Court rules against employee medical pot use

January 30, 2008

Liz Highleyman, Bay Area Reporter

The California Supreme Court ruled Thursday, January 24, that an employer may fire employees who use medical marijuana outside of work, upholding two lower court decisions.

"We're disappointed that the court's decision allows an employer to intrude into a doctor-patient relationship," said Daniel Abrahamson of the Drug Policy Alliance, which filed a friend-of-the-court brief in the case. "It puts many patients in the difficult position of having to choose between their jobs and their doctor-recommended medical treatment. "

The 5-2 ruling was the result of a lawsuit by Sacramento resident Gary Ross, who sued RagingWire Telecommunications under the Fair Employment and Housing Act. The company hired Ross as an engineer in 2001, but fired him a week later after he failed a pre-employment drug test. Ross, who has a doctor's recommendation for medical cannabis, said his off-duty marijuana use did not impair his work performance, and alleged that RagingWire failed to accommodate his disability.

California's Compassionate Use Act (Proposition 215), passed by state voters in 1996, allows qualified patients to use medical marijuana on the advice of their physicians.

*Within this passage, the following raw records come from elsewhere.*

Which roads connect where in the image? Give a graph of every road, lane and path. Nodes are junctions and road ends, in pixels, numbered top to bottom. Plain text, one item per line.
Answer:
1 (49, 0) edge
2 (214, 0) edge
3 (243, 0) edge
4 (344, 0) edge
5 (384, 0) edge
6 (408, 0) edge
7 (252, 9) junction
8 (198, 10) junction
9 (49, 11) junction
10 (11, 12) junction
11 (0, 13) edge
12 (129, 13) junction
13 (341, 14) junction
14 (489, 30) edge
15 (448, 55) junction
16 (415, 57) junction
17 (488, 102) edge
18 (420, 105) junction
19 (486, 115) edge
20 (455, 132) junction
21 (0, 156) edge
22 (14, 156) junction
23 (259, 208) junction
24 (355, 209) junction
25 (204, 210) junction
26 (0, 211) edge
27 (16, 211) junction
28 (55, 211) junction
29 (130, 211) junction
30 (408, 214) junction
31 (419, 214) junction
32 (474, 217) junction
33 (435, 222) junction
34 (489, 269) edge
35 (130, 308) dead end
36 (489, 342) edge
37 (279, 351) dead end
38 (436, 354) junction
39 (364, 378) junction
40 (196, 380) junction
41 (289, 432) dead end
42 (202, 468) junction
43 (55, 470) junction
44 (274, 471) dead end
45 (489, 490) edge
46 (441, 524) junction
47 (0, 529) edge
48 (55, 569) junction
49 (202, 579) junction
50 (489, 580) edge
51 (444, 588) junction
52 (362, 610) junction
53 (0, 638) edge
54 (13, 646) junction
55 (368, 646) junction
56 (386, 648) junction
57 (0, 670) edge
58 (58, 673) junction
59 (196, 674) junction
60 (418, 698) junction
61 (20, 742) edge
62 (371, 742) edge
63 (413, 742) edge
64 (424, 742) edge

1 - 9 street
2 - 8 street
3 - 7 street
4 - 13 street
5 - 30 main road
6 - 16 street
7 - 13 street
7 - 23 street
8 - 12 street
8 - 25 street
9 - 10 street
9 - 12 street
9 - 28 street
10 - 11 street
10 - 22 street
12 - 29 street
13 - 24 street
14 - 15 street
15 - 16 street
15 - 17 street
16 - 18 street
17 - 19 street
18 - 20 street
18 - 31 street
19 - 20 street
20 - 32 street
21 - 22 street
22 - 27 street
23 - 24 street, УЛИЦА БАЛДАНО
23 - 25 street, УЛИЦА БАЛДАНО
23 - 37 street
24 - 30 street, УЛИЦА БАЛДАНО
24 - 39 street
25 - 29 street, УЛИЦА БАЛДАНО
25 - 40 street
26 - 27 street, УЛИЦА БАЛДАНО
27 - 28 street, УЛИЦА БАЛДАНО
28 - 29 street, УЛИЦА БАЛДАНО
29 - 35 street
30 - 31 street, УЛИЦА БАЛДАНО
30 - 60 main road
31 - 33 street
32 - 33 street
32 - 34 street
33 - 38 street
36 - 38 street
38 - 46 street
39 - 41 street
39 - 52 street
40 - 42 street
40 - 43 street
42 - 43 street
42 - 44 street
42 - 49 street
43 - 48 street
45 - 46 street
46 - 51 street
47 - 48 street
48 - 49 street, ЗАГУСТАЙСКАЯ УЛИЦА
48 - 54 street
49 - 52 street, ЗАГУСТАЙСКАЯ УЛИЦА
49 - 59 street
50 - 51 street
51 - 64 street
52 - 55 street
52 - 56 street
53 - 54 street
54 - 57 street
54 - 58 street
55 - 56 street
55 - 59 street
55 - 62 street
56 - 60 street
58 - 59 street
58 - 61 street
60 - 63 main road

The Medical Marijuana Program Act (SB420), enacted by the state Legislature in 2003, clarified implementation of the law.

Ross suffers from chronic back pain and muscle spasms due to an injury sustained in the Air Force. "I have tried every type of pain medication and marijuana works best," he said. "All I am asking is to be a productive member of society."

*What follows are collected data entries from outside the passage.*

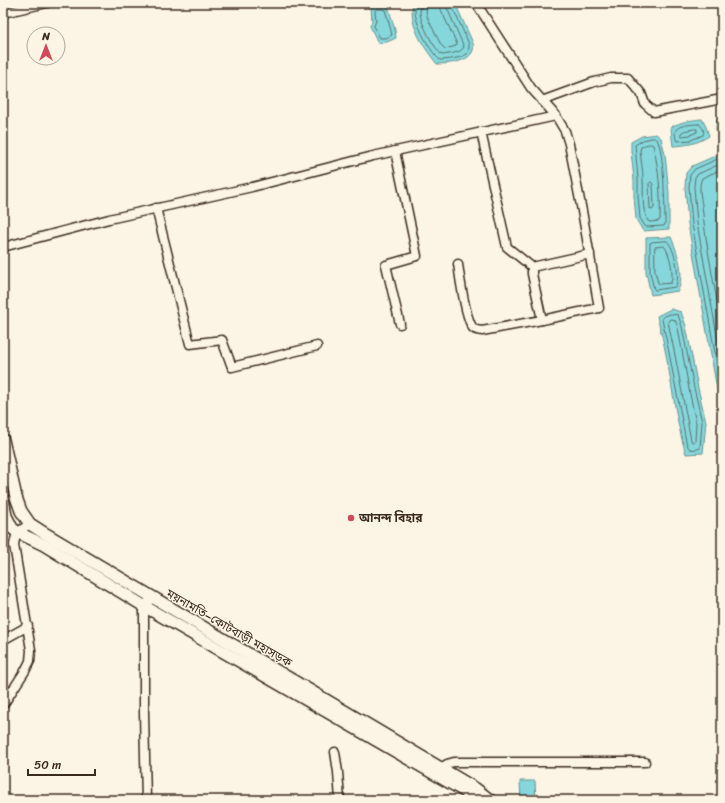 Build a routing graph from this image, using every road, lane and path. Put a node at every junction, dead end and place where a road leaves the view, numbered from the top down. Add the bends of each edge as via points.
1 (47, 3) edge
2 (476, 3) edge
3 (3, 13) edge
4 (722, 99) edge
5 (542, 101) junction
6 (556, 116) junction
7 (481, 132) junction
8 (395, 151) junction
9 (156, 208) junction
10 (3, 247) edge
11 (590, 254) junction
12 (458, 264) dead end
13 (532, 267) junction
14 (542, 320) junction
15 (400, 324) dead end
16 (317, 346) dead end
17 (3, 440) edge
18 (3, 499) edge
19 (30, 524) junction
20 (17, 532) junction
21 (152, 598) junction
22 (144, 606) junction
23 (28, 626) junction
24 (3, 640) edge
25 (3, 705) edge
26 (335, 752) dead end
27 (645, 762) dead end
28 (439, 772) junction
29 (146, 800) edge
30 (340, 800) edge
31 (475, 800) edge
32 (490, 800) edge

1 - 3 street
2 - 5 street
4 - 5 street via 654,112 645,104 641,93 628,78 611,78
5 - 6 street
6 - 7 street
6 - 11 street via 569,144
7 - 8 street
7 - 13 street via 507,248
8 - 9 street
8 - 15 street via 417,256 386,265
9 - 10 street
9 - 16 street via 190,344 222,340 232,367
11 - 13 street
11 - 14 street via 599,308
12 - 14 street via 467,315 476,330
13 - 14 street
17 - 19 main road, ময়নামতি–কোটবাড়ী মহাসড়ক via 16,497 21,511
18 - 20 main road, ময়নামতি–কোটবাড়ী মহাসড়ক via 6,516
19 - 20 street
19 - 21 main road, ময়নামতি–কোটবাড়ী মহাসড়ক
20 - 22 main road, ময়নামতি–কোটবাড়ী মহাসড়ক
20 - 23 street via 14,545
21 - 22 street
21 - 28 main road, ময়নামতি–কোটবাড়ী মহাসড়ক
22 - 28 main road, ময়নামতি–কোটবাড়ী মহাসড়ক
22 - 29 street
23 - 24 street
23 - 25 street via 32,650 30,661
26 - 30 street
27 - 28 street via 454,762 447,764
28 - 31 main road, ময়নামতি–কোটবাড়ী মহাসড়ক
28 - 32 main road, ময়নামতি–কোটবাড়ী মহাসড়ক via 476,789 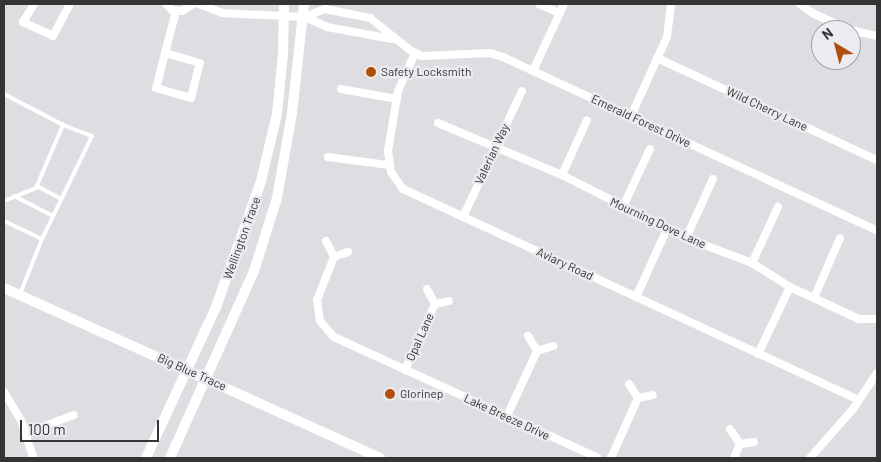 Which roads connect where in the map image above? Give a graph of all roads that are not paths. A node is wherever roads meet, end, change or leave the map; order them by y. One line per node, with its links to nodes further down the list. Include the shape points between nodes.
1 (34, 4): 2 (street, via 23,22 53,36)
2 (70, 4)
3 (166, 4): 12 (street)
4 (194, 4): 12 (street, via 187,10)
5 (199, 4): 14 (street, Emerald Forest Drive, via 222,13)
6 (284, 4): 14 (street, Wellington Trace)
7 (304, 4): 15 (street, Wellington Trace)
8 (539, 4): 13 (street)
9 (564, 4): 13 (street)
10 (671, 4): 22 (street, via 669,30)
11 (800, 4): 16 (street)
12 (176, 11): 20 (street)
13 (559, 13): 23 (street)
14 (283, 15): 15 (street, Emerald Forest Drive); 70 (street, Wellington Trace, via 284,54 277,114 262,181 238,252)
15 (305, 17): 19 (street, Emerald Forest Drive, via 327,27); 19 (street, Emerald Forest Drive, via 325,9 370,18); 73 (street, Wellington Trace, via 277,198 254,271)
16 (828, 20)
17 (861, 32): 18 (street)
18 (877, 36)
19 (399, 41): 21 (street, Emerald Forest Drive)
20 (165, 53): 20 (street, via 200,63 191,98 156,88)
21 (415, 53): 23 (street, Emerald Forest Drive, via 429,57 490,54); 27 (street)
22 (657, 58): 28 (street); 35 (street, Wild Cherry Lane)
23 (532, 71): 28 (street, Emerald Forest Drive)
24 (341, 89): 27 (street)
25 (522, 91): 32 (street, Valerian Way)
26 (4, 94): 31 (lane)
27 (397, 99): 36 (street)
28 (631, 116): 49 (street, Emerald Forest Drive)
29 (587, 120): 37 (street)
30 (438, 123): 32 (street, Mourning Dove Lane)
31 (63, 125): 39 (lane); 41 (lane, via 92,136)
32 (494, 149): 37 (street, Mourning Dove Lane); 46 (street, Valerian Way)
33 (650, 149): 44 (street)
34 (328, 157): 36 (street)
35 (877, 160)
36 (389, 165): 46 (street, Aviary Road, via 403,189)
37 (562, 175): 44 (street, Mourning Dove Lane)
38 (712, 178): 50 (street)
39 (37, 186): 40 (lane); 41 (lane)
40 (14, 196): 42 (lane); 45 (lane)
41 (61, 199): 45 (lane)
42 (4, 200)
43 (778, 207): 56 (street)
44 (622, 208): 48 (street, Mourning Dove Lane)
45 (53, 216): 52 (lane)
46 (463, 217): 61 (street, Aviary Road)
47 (4, 221): 52 (lane)
48 (667, 229): 50 (street, Mourning Dove Lane); 61 (street)
49 (877, 231)
50 (686, 238): 56 (street, Mourning Dove Lane)
51 (840, 238): 62 (street)
52 (42, 239): 60 (lane)
53 (326, 241): 55 (street)
54 (348, 252): 55 (street)
55 (334, 257): 71 (street, Lake Breeze Drive, via 317,300 324,327 340,340)
56 (752, 263): 57 (street, Mourning Dove Lane)
57 (790, 286): 62 (street, Mourning Dove Lane); 69 (street)
58 (4, 288): 60 (street, Big Blue Trace)
59 (427, 289): 64 (street)
60 (19, 296): 70 (street, Big Blue Trace)
61 (636, 297): 69 (street, Aviary Road)
62 (814, 298): 65 (street, Mourning Dove Lane, via 859,319)
63 (449, 301): 64 (street)
64 (435, 304): 71 (street, Opal Lane)
65 (877, 318)
66 (528, 336): 68 (street)
67 (553, 346): 68 (street)
68 (537, 351): 80 (street)
69 (758, 354): 78 (street, Aviary Road)
70 (187, 370): 73 (street, Big Blue Trace); 86 (street, Wellington Trace)
71 (405, 370): 80 (street, Lake Breeze Drive)
72 (877, 373): 78 (street)
73 (207, 378): 87 (street, Wellington Trace); 88 (street, Big Blue Trace)
74 (629, 384): 77 (street)
75 (4, 392): 82 (street)
76 (653, 395): 77 (street)
77 (638, 398): 90 (street)
78 (859, 400): 92 (street)
79 (74, 415): 82 (street)
80 (507, 416): 89 (street, Lake Breeze Drive)
81 (730, 429): 84 (street)
82 (26, 433): 85 (street)
83 (754, 442): 84 (street)
84 (740, 444): 91 (street)
85 (33, 458)
86 (146, 458)
87 (170, 458)
88 (380, 458)
89 (598, 458)
90 (611, 458)
91 (734, 458)
92 (810, 458)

"To fire a productive employee for use of doctor-recommended medication during their off hours, in a manner that doesn't interfere at all with their work, is simply dumb," Marijuana Policy Project spokesman Bruce Mirken told the Bay Area Reporter . "Medical marijuana should be treated by employers like any other medication needed by an employee."

The majority opinion stated that the Compassionate Use Act and its follow-up legislation do not explicitly allow for medical cannabis use by employees; the law, the justices said, only protects qualified users from criminal prosecution. Further, marijuana use – for any purpose – is not sanctioned under federal law, and "the FEHA does not require employers to accommodate the use of illegal drugs," wrote Justice Kathryn Mickle Werdegar.

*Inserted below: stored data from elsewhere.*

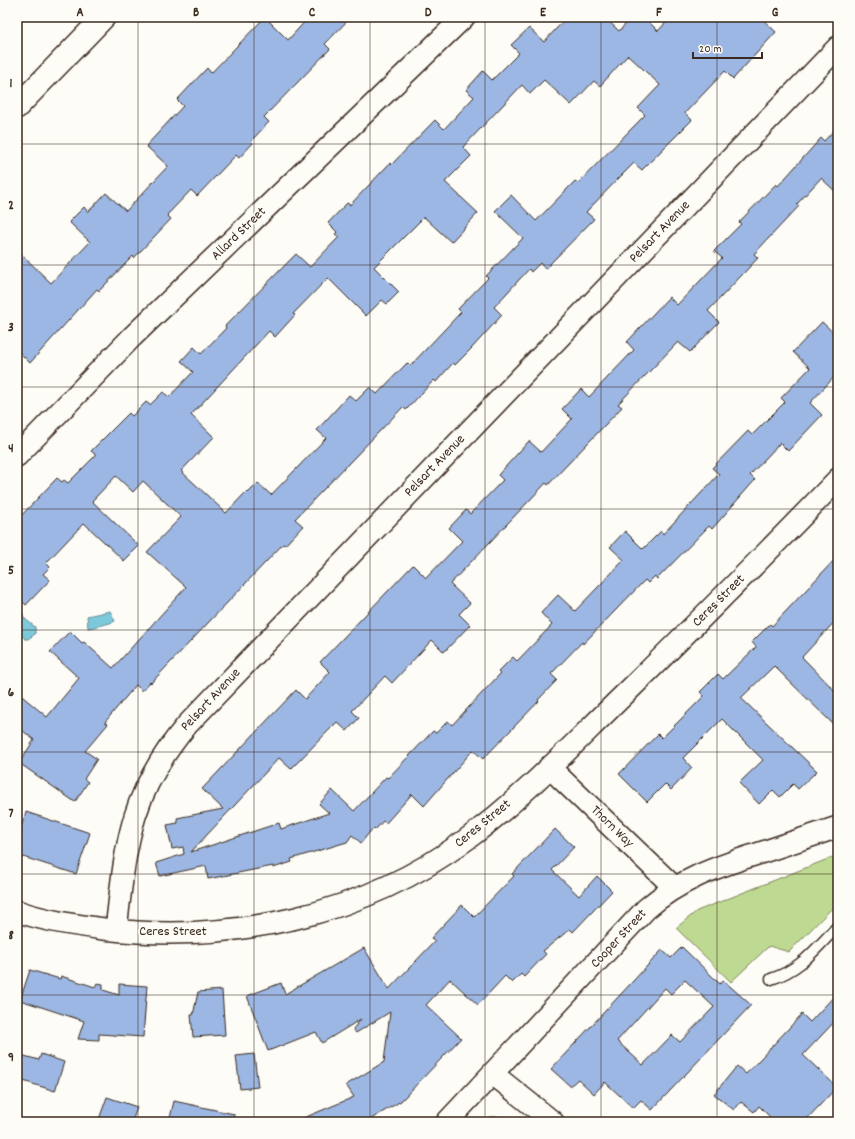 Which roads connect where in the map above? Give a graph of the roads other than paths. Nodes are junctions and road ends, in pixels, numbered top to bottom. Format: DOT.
graph roads {
  1 [pos="104,17"];
  2 [pos="464,17"];
  3 [pos="838,47"];
  4 [pos="17,107"];
  5 [pos="17,456"];
  6 [pos="838,479"];
  7 [pos="549,767"];
  8 [pos="838,827"];
  9 [pos="674,887"];
  10 [pos="17,911"];
  11 [pos="838,926"];
  12 [pos="116,930"];
  13 [pos="772,979"];
  14 [pos="493,1074"];
  15 [pos="448,1122"];
  16 [pos="553,1122"];
  1 -- 4 [label="main road"];
  2 -- 5 [label="street, Allard Street"];
  3 -- 12 [label="street, Pelsart Avenue"];
  6 -- 7 [label="street, Ceres Street"];
  7 -- 9 [label="street, Thorn Way"];
  7 -- 12 [label="street, Ceres Street"];
  8 -- 9 [label="street, Cooper Street"];
  9 -- 14 [label="street, Cooper Street"];
  10 -- 12 [label="street, Ceres Street"];
  11 -- 13 [label="lane"];
  14 -- 15 [label="street, Cooper Street"];
  14 -- 16 [label="street"];
} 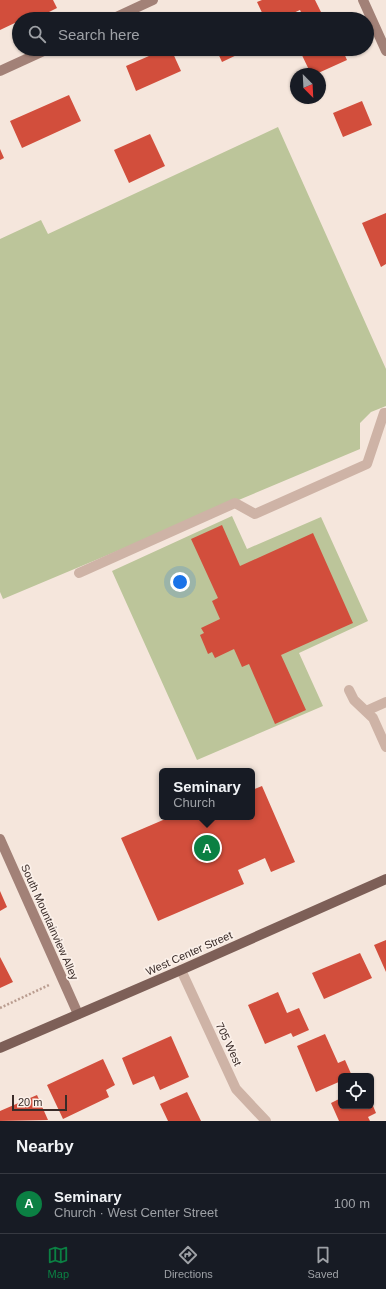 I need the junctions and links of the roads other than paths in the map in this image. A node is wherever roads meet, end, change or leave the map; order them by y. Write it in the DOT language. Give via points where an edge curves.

Assemblyman Mark Leno (D-San Francisco), who co-authored SB420, criticized the majority's reasoning. Based on the decision, he said, "We'd have to say that voters meant compassionate use could only be by unemployed people. Clearly, that's not what they meant."

Shortly after the decision was released, Leno announced that he would introduce patients' rights legislation to prevent employers from discriminating against medicinal cannabis users in hiring and firing decisions.

Americans for Safe Access, the medical marijuana advocacy group that filed the RagingWire Supreme Court brief in 2006, applauded Leno's move. According to ASA chief counsel Joe Elford, who argued Ross's case, "the most significant discrimination against patients, aside from routine harassment by police, occurs in the arena of employment and pre-employment practices."